Anpassen an individuelle Voraussetzungen

Allein dieses Dilemma zeigt schon auf, wie individuell die Anforderungen an das jeweilige „Projekt“ sind. Kein Bauauftrag und kein plastisch-ästhetischer Eingriff kann nach einem allgemeingültigen Rezept oder dem sog. Schema F ablaufen. Jede Bausubstanz, jeder Bauplatz und eben auch jeder Körper ist einzigartig. Die Voraussetzungen sind daher jeweils höchst-individuell und stellen Architekten und Ärzte immer wieder vor neue Herausforderungen.

Kunstfertigkeit und Expertise

Egal, ob ein Gebäude renoviert werden (was in der ästhetischen Medizin z. B. einem Facelifting ähnelt), umgestaltet (ähnlich einer Nasenkorrektur) oder komplett neu gebaut werden soll (wie z. B. eine Brustvergrößerung bei einer kaum ausgebildeten Brust): Jeder Architekt und jeder Ästhetische Mediziner muss in der Lage sein, die Prozesse zum Ziel umfänglich zu betrachten und Lösungswege entwickeln, die zum Ziel führen – mitunter ohne diese Wege in exakt gleicher Weise schon einmal gegangen zu sein. Ein besonders hohes Maß an Kunstfertigkeit und Expertise, die sich mit jedem weiteren Projekt verfeinert und ausbildet, trägt zu einer komplikationsarmen Realisierung bei.

Umfassendes Fachwissen und Materialkenntnis

Unumgänglich ist das Fachwissen, das beide Berufsgruppen benötigen, um eine qualitativ hochwertige Arbeit mit ansprechenden Ergebnissen leisten zu können. Für den Architekten ist es wichtig, z.

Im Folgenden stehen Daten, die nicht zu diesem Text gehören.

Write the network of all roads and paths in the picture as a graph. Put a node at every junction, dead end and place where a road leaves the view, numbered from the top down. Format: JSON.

B. über seine Werkstoffe genauestens Bescheid zu wissen. Er muss z.B. einschätzen können, ob die verbauten Materialien den Ansprüchen an Lebensdauer gerecht werden können und ob gesetzliche Vorgaben (z. B. an den Brandschutz) eingehalten werden. Ebenso muss der Ästhetische Mediziner einschätzen können, wie sich eingebrachte Materialien im menschlichen Körper verhalten und ob das menschliche Gewebe an den jeweiligen Stellen dafür geeignet ist.

Intuition und Vorstellungskraft

Moderne 3-D Programme stehen heute sowohl Architekten als auch Ärzten zur Verfügung, die zum Einen die Abstimmung mit dem Bauherren/Patienten erleichtern und zum anderen bei der Planung helfen können. Dennoch hat die 3-D Simulation ihre Grenzen und kann die zwingend nötige Intuition und Vorstellungskraft des ausführenden Architekten bzw. Arztes nie ersetzen.

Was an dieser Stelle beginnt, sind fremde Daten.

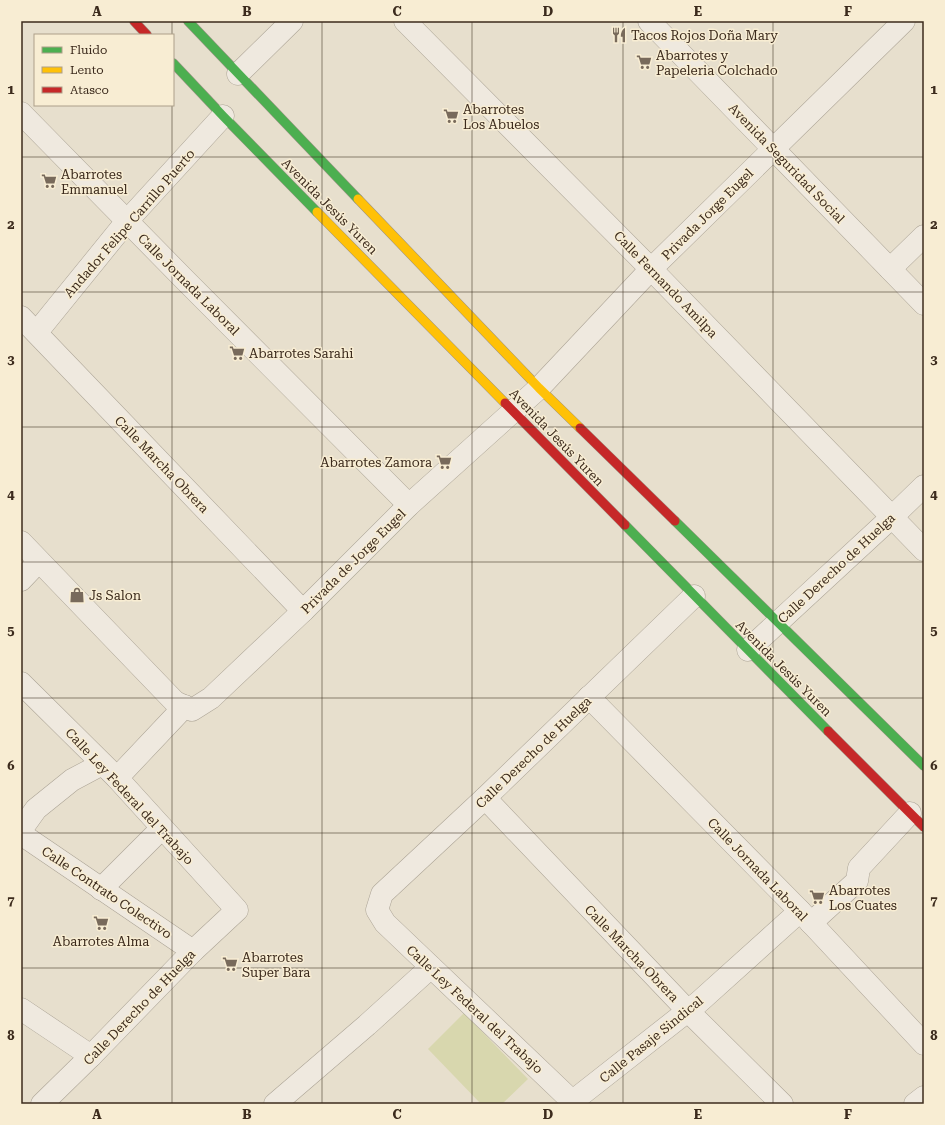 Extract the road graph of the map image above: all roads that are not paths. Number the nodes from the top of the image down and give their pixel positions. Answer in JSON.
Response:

Beide Berufsgruppen müssen vorausschauend handeln und immer berücksichtigen, wie sich das Material (bzw. Gewebe) im Zuge der fortschreitenden Alterung verändert.

Planungsfehler sind oft folgenschwer

Fehlentscheidungen können für Architekten (bestes Beispiel ist der Flughafen Berlin-Brandenburg, BER) wie auch Ärzte weitreichende Konsequenzen haben. Sowohl die grundsätzliche Machbarkeit eines Projekts, die Ästhetik des Ergebnisses und die Sicherheit (Statik / Gesundheit) sind hier zu nennen. Nachträgliche Korrekturmaßnahmen sind in der Regel sehr aufwändig, unangenehm und nicht immer von Erfolg gekrönt.